▸ ASSIGNMENT: Filter task. Return each line of the material that holds the string "options".

—————

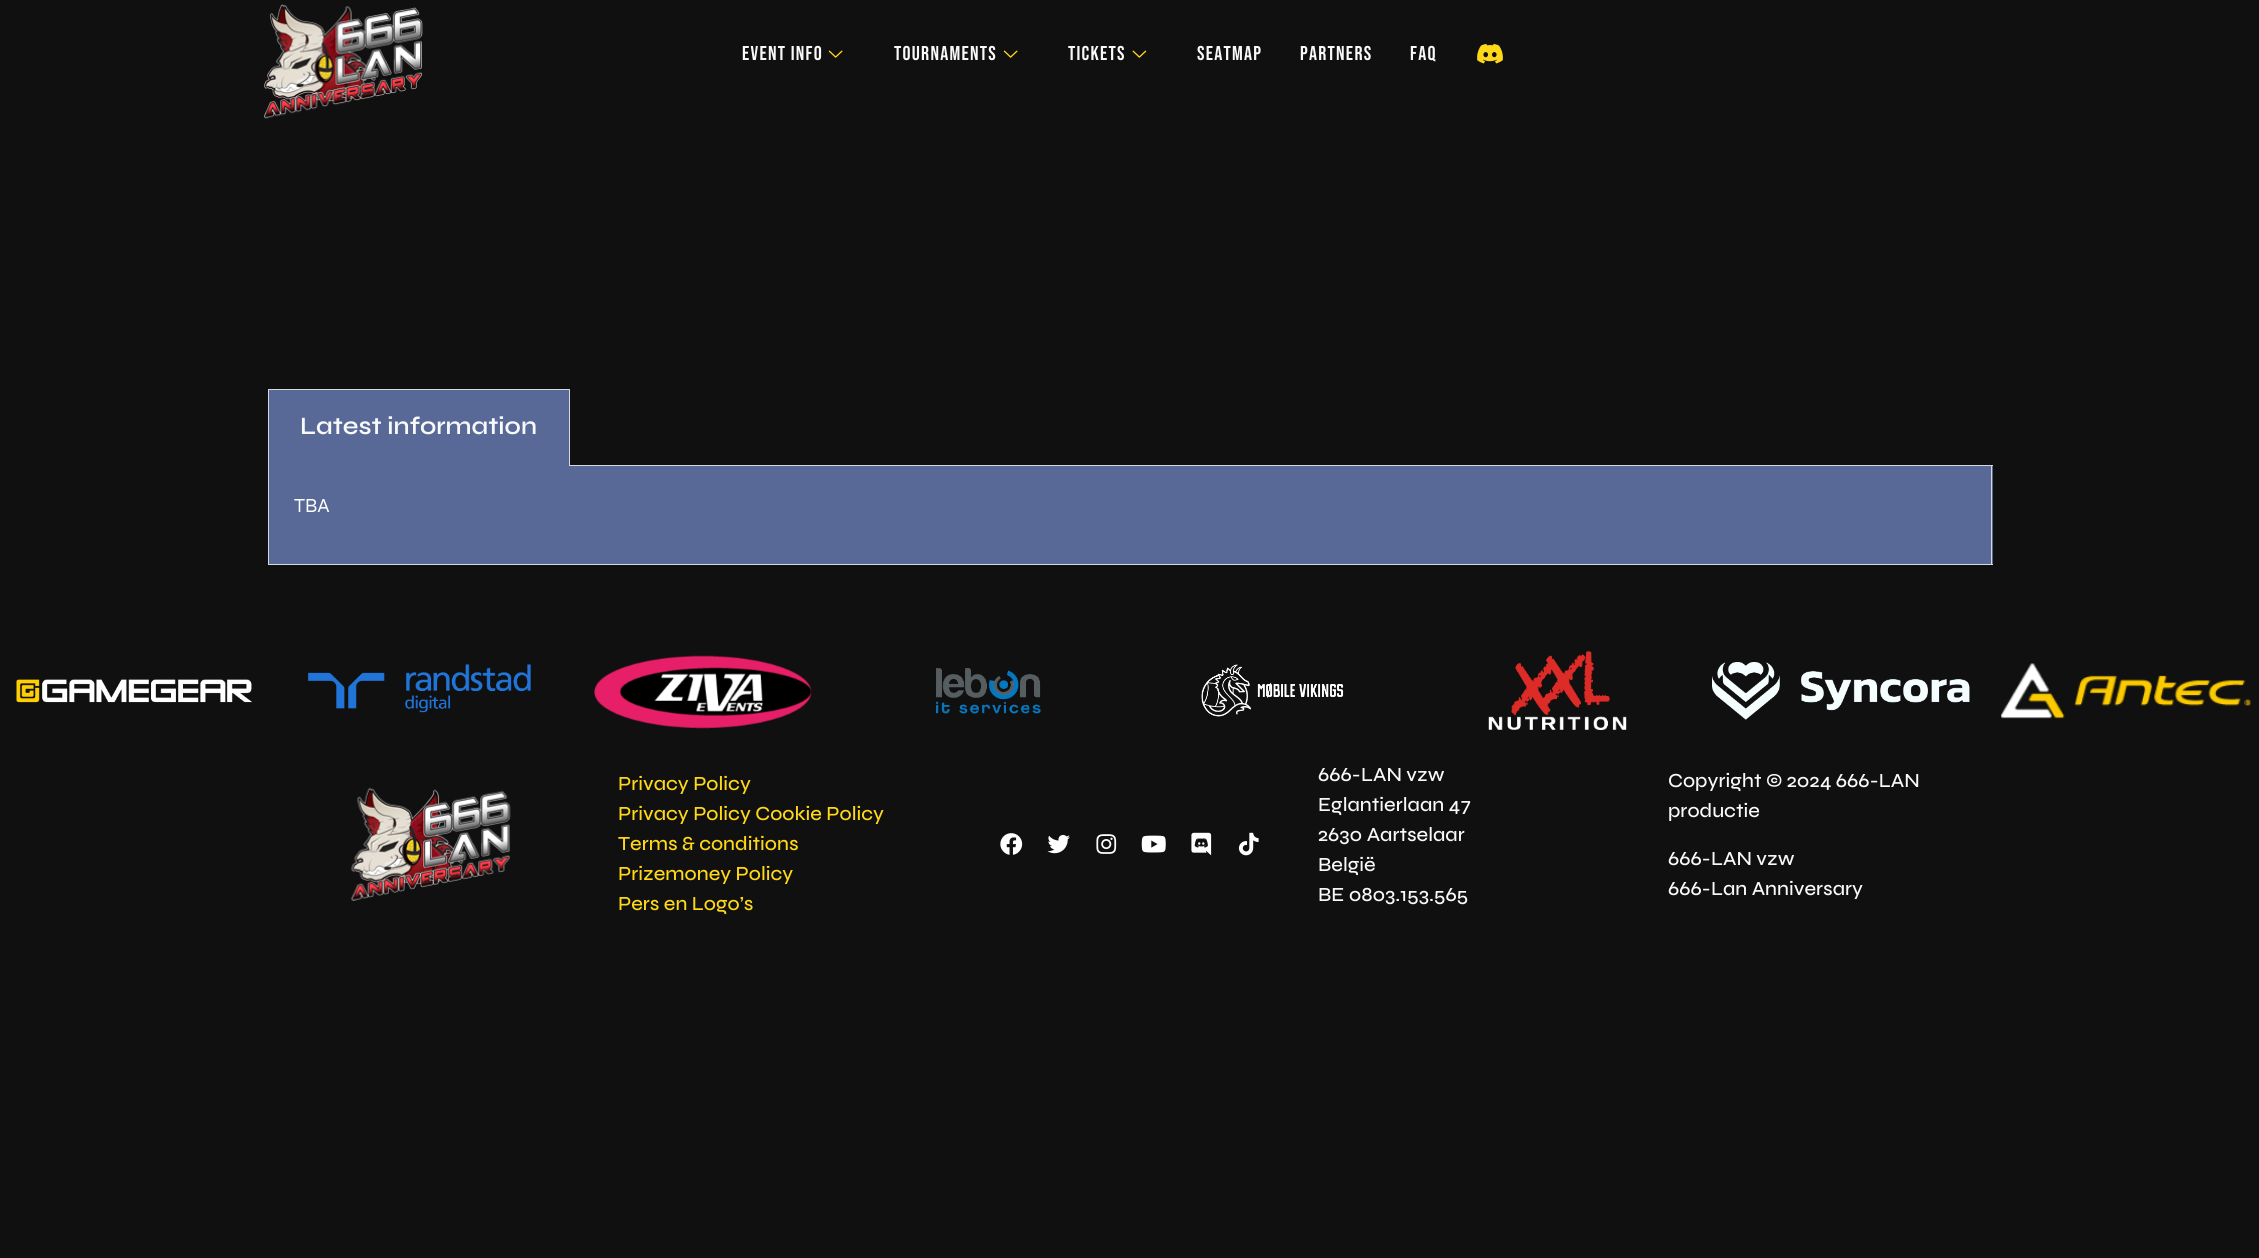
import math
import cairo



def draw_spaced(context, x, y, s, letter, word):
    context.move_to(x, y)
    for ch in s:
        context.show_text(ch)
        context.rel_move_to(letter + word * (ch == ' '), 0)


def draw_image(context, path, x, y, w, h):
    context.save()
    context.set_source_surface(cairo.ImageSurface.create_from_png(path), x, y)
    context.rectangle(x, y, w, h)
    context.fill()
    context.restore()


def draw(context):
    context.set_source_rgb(16 / 255, 16 / 255, 16 / 255)
    context.paint()
    draw_image(context, "images/1.png", 264, 4, 159, 115)
    draw_image(context, "images/2.png", 828, 50, 15, 8)
    draw_image(context, "images/2.png", 1003, 50, 15, 8)
    draw_image(context, "images/3.png", 1132, 50, 15, 8)
    draw_image(context, "images/4.png", 1477, 43, 26, 21)
    context.set_source_rgb(88 / 255, 105 / 255, 152 / 255)
    context.rectangle(269, 390, 300, 76)
    context.fill()
    context.set_source_rgb(213 / 255, 216 / 255, 220 / 255)
    context.rectangle(268, 389, 302, 1)
    context.fill()
    context.rectangle(569, 389, 1, 77)
    context.fill()
    context.rectangle(268, 389, 1, 77)
    context.fill()
    context.rectangle(569, 465, 1424, 1)
    context.fill()
    context.set_source_rgb(88 / 255, 105 / 255, 152 / 255)
    context.rectangle(269, 466, 1724, 98)
    context.fill()
    context.set_source_rgb(213 / 255, 216 / 255, 220 / 255)
    context.rectangle(1991, 466, 1, 99)
    context.fill()
    context.rectangle(268, 564, 1725, 1)
    context.fill()
    context.rectangle(268, 466, 1, 99)
    context.fill()
    draw_image(context, "images/5.png", 16, 679, 236, 24)
    draw_image(context, "images/6.png", 308, 664, 223, 49)
    draw_image(context, "images/7.png", 594, 655, 218, 74)
    draw_image(context, "images/8.png", 935, 668, 106, 46)
    draw_image(context, "images/9.png", 1201, 664, 143, 53)
    draw_image(context, "images/10.png", 1488, 650, 139, 80)
    draw_image(context, "images/11.png", 1712, 662, 258, 58)
    draw_image(context, "images/12.png", 2001, 663, 250, 56)
    draw_image(context, "images/13.png", 351, 787, 160, 114)
    draw_image(context, "images/14.png", 1000, 833, 23, 22)
    draw_image(context, "images/15.png", 1047, 834, 23, 20)
    draw_image(context, "images/16.png", 1096, 834, 21, 20)
    draw_image(context, "images/17.png", 1141, 835, 25, 18)
    draw_image(context, "images/18.png", 1191, 832, 21, 24)
    draw_image(context, "images/19.png", 1238, 832, 21, 24)
    context.select_font_face("Bebas Neue")
    context.set_font_size(20)
    context.set_source_rgb(249 / 255, 249 / 255, 249 / 255)
    draw_spaced(context, 742, 60, "Event info", 1.25, 0)
    draw_spaced(context, 894, 60, "Tournaments", 1.25, 0)
    draw_spaced(context, 1068, 60, "Tickets", 1.25, 0)
    draw_spaced(context, 1197, 60, "Seatmap", 1.25, 0)
    draw_spaced(context, 1300, 60, "Partners", 1.25, 0)
    draw_spaced(context, 1410, 60, "FAQ", 1.25, 0)
    context.select_font_face("Syne SemiBold")
    context.set_font_size(25)
    context.move_to(300, 434)
    context.show_text("Latest information")
    context.select_font_face("Syne")
    context.set_font_size(20)
    context.set_source_rgb(1, 1, 1)
    context.move_to(294, 512)
    context.show_text("TBA")
    context.select_font_face("Syne Medium")
    context.set_source_rgb(1, 216 / 255, 25 / 255)
    context.move_to(618, 790)
    context.show_text("Privacy Policy")
    context.move_to(618, 820)
    context.show_text("Privacy Policy Cookie Policy")
    context.move_to(618, 850)
    context.show_text("Terms & conditions")
    context.move_to(618, 880)
    context.show_text("Prizemoney Policy")
    context.move_to(618, 910)
    context.show_text("Pers en Logo’s")
    context.set_source_rgb(249 / 255, 249 / 255, 249 / 255)
    context.move_to(1318, 781)
    context.show_text("666-LAN vzw")
    context.move_to(1318, 811)
    context.show_text("Eglantierlaan 47")
    context.move_to(1318, 841)
    context.show_text("2630 Aartselaar")
    context.move_to(1318, 871)
    context.show_text("België")
    context.move_to(1318, 901)
    context.show_text("BE 0803.153.565")
    context.move_to(1668, 787)
    context.show_text("Copyright © 2024 666-LAN")
    context.move_to(1668, 817)
    context.show_text("productie")
    context.move_to(1668, 865)
    context.show_text("666-LAN vzw")
    context.move_to(1668, 895)
    context.show_text("666-Lan Anniversary")


surface = cairo.ImageSurface(cairo.Format.RGB24, 2259, 1258)
context = cairo.Context(surface)
options = cairo.FontOptions()
options.set_hint_metrics(cairo.HintMetrics.OFF)
options.set_hint_style(cairo.HintStyle.NONE)
context.set_font_options(options)
context.set_miter_limit(4)
draw(context)
surface.write_to_png("out.png")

—————

▸ WRITTEN RESPONSE:
options = cairo.FontOptions()
options.set_hint_metrics(cairo.HintMetrics.OFF)
options.set_hint_style(cairo.HintStyle.NONE)
context.set_font_options(options)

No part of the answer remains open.